We throw balls with the kids in the neighborhood. We're soft touches. When we're doing yard work in the front yard we're the couple of indeterminate age that the kids know will play with them. We've thrown our fair share of baseballs and frisbees with the two groups of kids. The younger kids also help us pull weeds and, bonus, they'll do it at no cost. The other day I was pulling some weeds and one of the neighbor boys came over. He helped me pull weeds but the whole time he told me *all* about the Bruce Lee movie he had just seen - several times he told me. He also reenacted scenes. Okay, he didn't really help, none of them do, but it's fun. The younger kids do pull weeds from the sidewalks on their own but it is usually when they want a smoother surface for riding their bikes, skateboards, skates or when they are running. There's a park a block over and a number of the parents will go over with the kids. They usually do it in bunches so there's a few parents to watch the kids.

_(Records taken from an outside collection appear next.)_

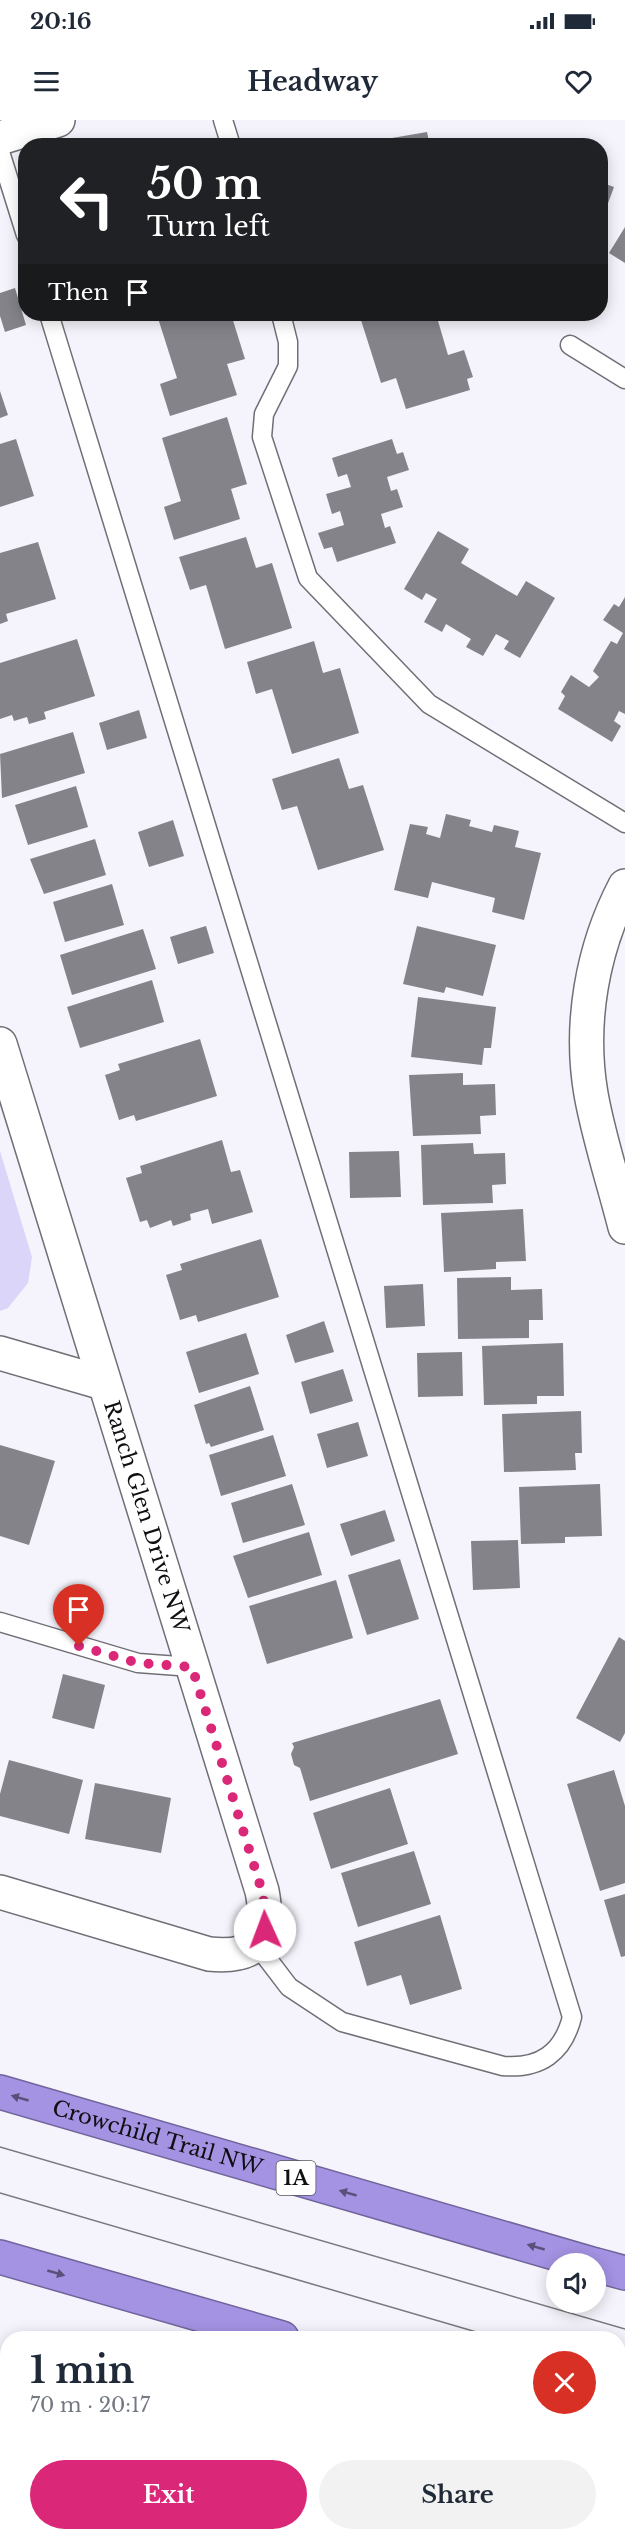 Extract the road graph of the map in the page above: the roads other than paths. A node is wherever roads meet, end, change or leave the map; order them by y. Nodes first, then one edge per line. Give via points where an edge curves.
1 (58, 120) edge
2 (223, 120) edge
3 (0, 138) edge
4 (229, 138) edge
5 (0, 152) edge
6 (18, 209) edge
7 (52, 321) edge
8 (283, 321) edge
9 (570, 345) dead end
10 (625, 379) edge
11 (625, 823) edge
12 (625, 886) edge
13 (0, 1044) edge
14 (625, 1227) edge
15 (0, 1353) edge
16 (104, 1383) junction
17 (0, 1622) edge
18 (192, 1667) junction
19 (0, 1892) edge
20 (257, 1946) junction
21 (0, 2092) edge
22 (556, 2253) edge
23 (0, 2256) edge
24 (606, 2267) edge
25 (625, 2273) edge
26 (258, 2331) edge

1 - 3 street
2 - 4 lane
5 - 6 lane
7 - 20 lane via 572,2017 568,2033 551,2055 523,2067 503,2066 342,2022 289,1987
8 - 11 lane via 288,366 264,414 262,437 308,578 429,704
9 - 10 lane
12 - 14 street via 601,942 592,979 587,1057 591,1095
13 - 16 street, Ranch Glen Drive NW
15 - 16 street, Ranch Glen Drive NW
16 - 18 street, Ranch Glen Drive NW
17 - 18 lane via 138,1663
18 - 20 street, Ranch Glen Drive NW via 262,1891 265,1930
19 - 20 street via 209,1954 227,1956
22 -> 21 highway, Crowchild Trail NW / 1A
23 -> 26 highway
24 - 25 highway, Crowchild Trail NW / 1A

Overall we've actually got a pretty cool little neighborhood. It is a mixture of older retired couples, Section 8 housing and us younger home owners. There's quite a bit of racial diversity too. There are four households with Native Americans, three Hispanic households, five Black households, three Asian and the rest are either white or mixed race. We have a neighborhood block party once a year and tend to help each other out the rest of the year. We had a microburst recently that knocked out power. Campstoves and chainsaws came out and we helped each other clean up yards and make sure everyone was fed. Our neighbor across the street practices with his bluegrass band at his house about once every six weeks. When the weather allows they practice on the porch and most of the neighborhood goes outside to listen to them. We've also got a rock and roll band that gives free concerts. They're pretty cool. Before they practice they go around and tell everyone. We trade vegetables during growing season and watch out for each others kids. We go to each other's houses and play video games, poker and help light water heaters. I've also held the hand of the neighbor who lost her son a couple of years ago. One of our neighbors had his both his legs amputated due to diabetes. We take turns cutting his lawn for him.

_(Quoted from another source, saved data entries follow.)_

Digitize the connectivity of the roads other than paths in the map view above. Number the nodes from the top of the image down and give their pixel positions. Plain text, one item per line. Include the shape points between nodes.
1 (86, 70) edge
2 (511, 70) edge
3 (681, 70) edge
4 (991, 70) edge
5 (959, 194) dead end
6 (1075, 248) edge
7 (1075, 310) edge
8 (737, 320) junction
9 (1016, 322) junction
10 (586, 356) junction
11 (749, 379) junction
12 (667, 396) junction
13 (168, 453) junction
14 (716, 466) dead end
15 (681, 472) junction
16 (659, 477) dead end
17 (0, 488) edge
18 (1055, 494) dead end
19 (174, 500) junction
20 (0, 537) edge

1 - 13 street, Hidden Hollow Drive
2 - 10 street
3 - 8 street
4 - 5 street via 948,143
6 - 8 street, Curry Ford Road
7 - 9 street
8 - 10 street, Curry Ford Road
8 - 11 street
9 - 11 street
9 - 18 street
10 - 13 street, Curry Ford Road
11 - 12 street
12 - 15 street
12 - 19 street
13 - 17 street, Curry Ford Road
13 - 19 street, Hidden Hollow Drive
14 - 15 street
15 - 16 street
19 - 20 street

But we don't have a paradise by any means. There are a couple of people in the immediate neighborhood that we stay away from. We've got a female peeper. She's one of the Section 8 residents and she's in therapy and on medication now. She's got a bunch of other problems, mostly mental, and she can drive people back into the safety of our houses pretty quickly when she's on a tear. I think one of my neighbors is either a hooker or a dealer. She's got men coming and going all day. Since it's just guys I figured she was a hooker. I rarely see her. On the days she has her grandkids she gets no other visitors. Her grandkids use our basketball goal and ask if they can help us walk the dogs. She's pretty friendly but I've never asked her what she does and she's never asked me what I do. There's also a place across the street from us that rents to month-to-month tenants. It's kind of a half-way house as result. There have been some great people in there but there have also been some doozies. There was one guy who would walk downtown (about eight blocks), get drunk and then steal a bike to get home. At one time there were at least a ten bikes in the yard. There was one couple that broke out every window in their apartment when they had a fight one night.

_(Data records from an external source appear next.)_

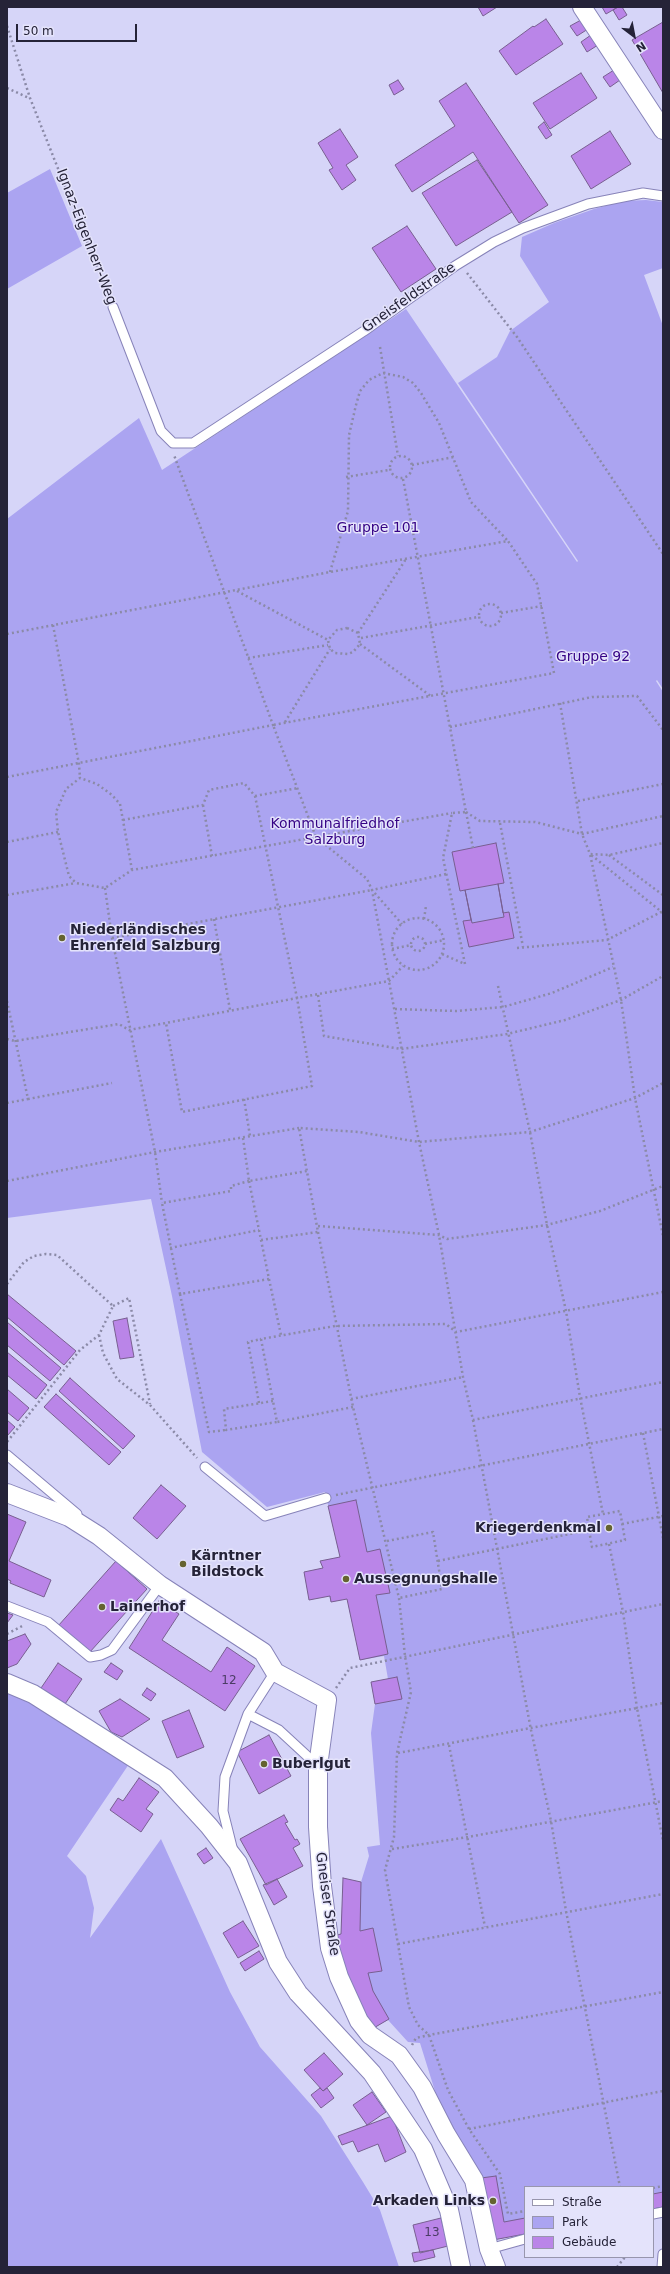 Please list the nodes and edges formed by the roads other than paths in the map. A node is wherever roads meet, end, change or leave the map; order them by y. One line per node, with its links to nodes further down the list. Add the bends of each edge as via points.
1 (582, 7): 2 (street)
2 (663, 130)
3 (663, 196): 5 (lane, Gneisfeldstraße, via 643,193 588,204 523,228 494,242 193,443)
4 (113, 307): 5 (lane, Ignaz-Eigenherr-Weg, via 161,431)
5 (173, 443)
6 (7, 1455): 10 (lane)
7 (205, 1467): 9 (lane, via 265,1516)
8 (7, 1493): 10 (street, via 69,1517)
9 (326, 1498)
10 (125, 1556): 11 (street)
11 (160, 1585): 12 (lane, via 112,1650 90,1657 48,1622); 13 (street, via 262,1652)
12 (7, 1606)
13 (275, 1672): 15 (lane); 16 (street, Gneiser Straße, via 327,1700)
14 (7, 1684): 17 (street, via 33,1694 165,1778 209,1826)
15 (248, 1714): 16 (lane, via 279,1730); 17 (lane, via 225,1777 223,1811 228,1839)
16 (318, 1766): 19 (street, Gneiser Straße, via 318,1827 322,1886 330,1948 339,1976 354,2013 364,2028 399,2055 422,2087 474,2180)
17 (238, 1863): 21 (street, via 278,1962 298,1993 372,2073 423,2149 449,2210)
18 (524, 2239): 19 (lane)
19 (489, 2249): 22 (street, Gneiser Straße)
20 (663, 2254): 23 (lane)
21 (461, 2267)
22 (496, 2267)
23 (662, 2267) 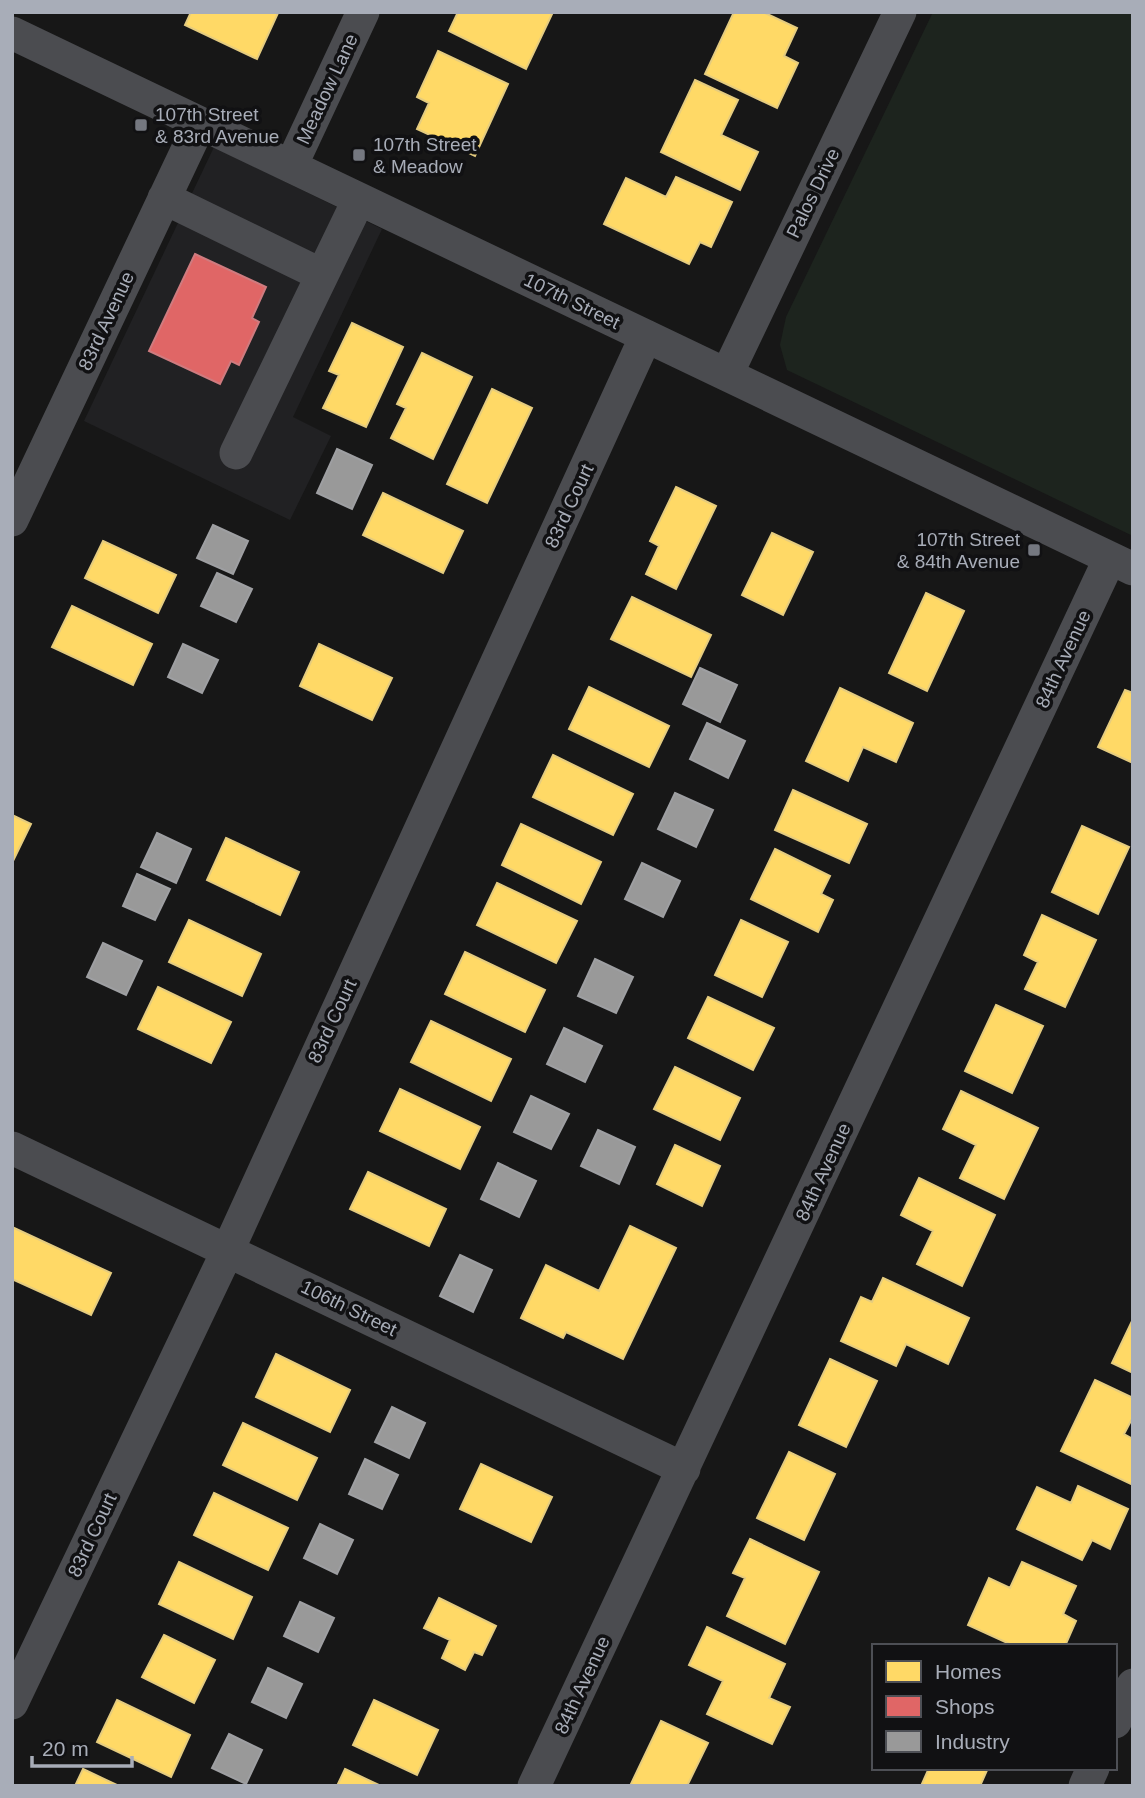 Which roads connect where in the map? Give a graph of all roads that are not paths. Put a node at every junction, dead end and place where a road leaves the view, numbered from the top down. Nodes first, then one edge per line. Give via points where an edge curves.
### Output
1 (363, 12) edge
2 (900, 12) edge
3 (12, 33) edge
4 (200, 123) junction
5 (291, 166) junction
6 (164, 198) junction
7 (359, 198) junction
8 (322, 275) junction
9 (646, 336) junction
10 (727, 374) junction
11 (236, 453) dead end
12 (12, 520) edge
13 (1122, 563) edge
14 (12, 1149) edge
15 (228, 1250) junction
16 (684, 1469) junction
17 (1133, 1685) edge
18 (12, 1703) edge
19 (1117, 1717) edge
20 (1092, 1770) edge
21 (534, 1786) edge
22 (1085, 1786) edge

1 - 5 street, Meadow Lane
2 - 10 street, Palos Drive
3 - 4 street, 107th Street
4 - 5 street, 107th Street
4 - 6 street, 83rd Avenue
5 - 7 street, 107th Street
6 - 8 street
6 - 12 street, 83rd Avenue
7 - 8 street
7 - 9 street, 107th Street
8 - 11 street
9 - 10 street, 107th Street
9 - 15 street, 83rd Court
10 - 13 street, 107th Street
13 - 16 street, 84th Avenue
14 - 15 street, 106th Street
15 - 16 street, 106th Street
15 - 18 street, 83rd Court
16 - 21 street, 84th Avenue
17 - 19 street
20 - 22 street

We also have the only driveway on the block. I can't tell you how many times I've had to call the police to get someone towed because they've parked in our driveway. I'm usually patient and I'll wait. I understand about mistakes or stopping for a few minutes but I've had people pull up in my driveway to work on their car. If I need to leave and the car is there for more than an hour I'll go knock on doors and try to find out who owns the car. If I can't find an owner - because they are sleeping in somewhere - I call the cops and have it towed. So far I've had four cars towed because neither me or the cops could find the owner. What's weird is that no one has come to our door to ask us what's happened to their car in two of the cases. I also have had some of the college kids knocking on my door at weird hours asking to use my printer because they need to print a paper and their printer broke, ink ran out or they ran out of paper. They usually bring beer or coffee with them so I let them in.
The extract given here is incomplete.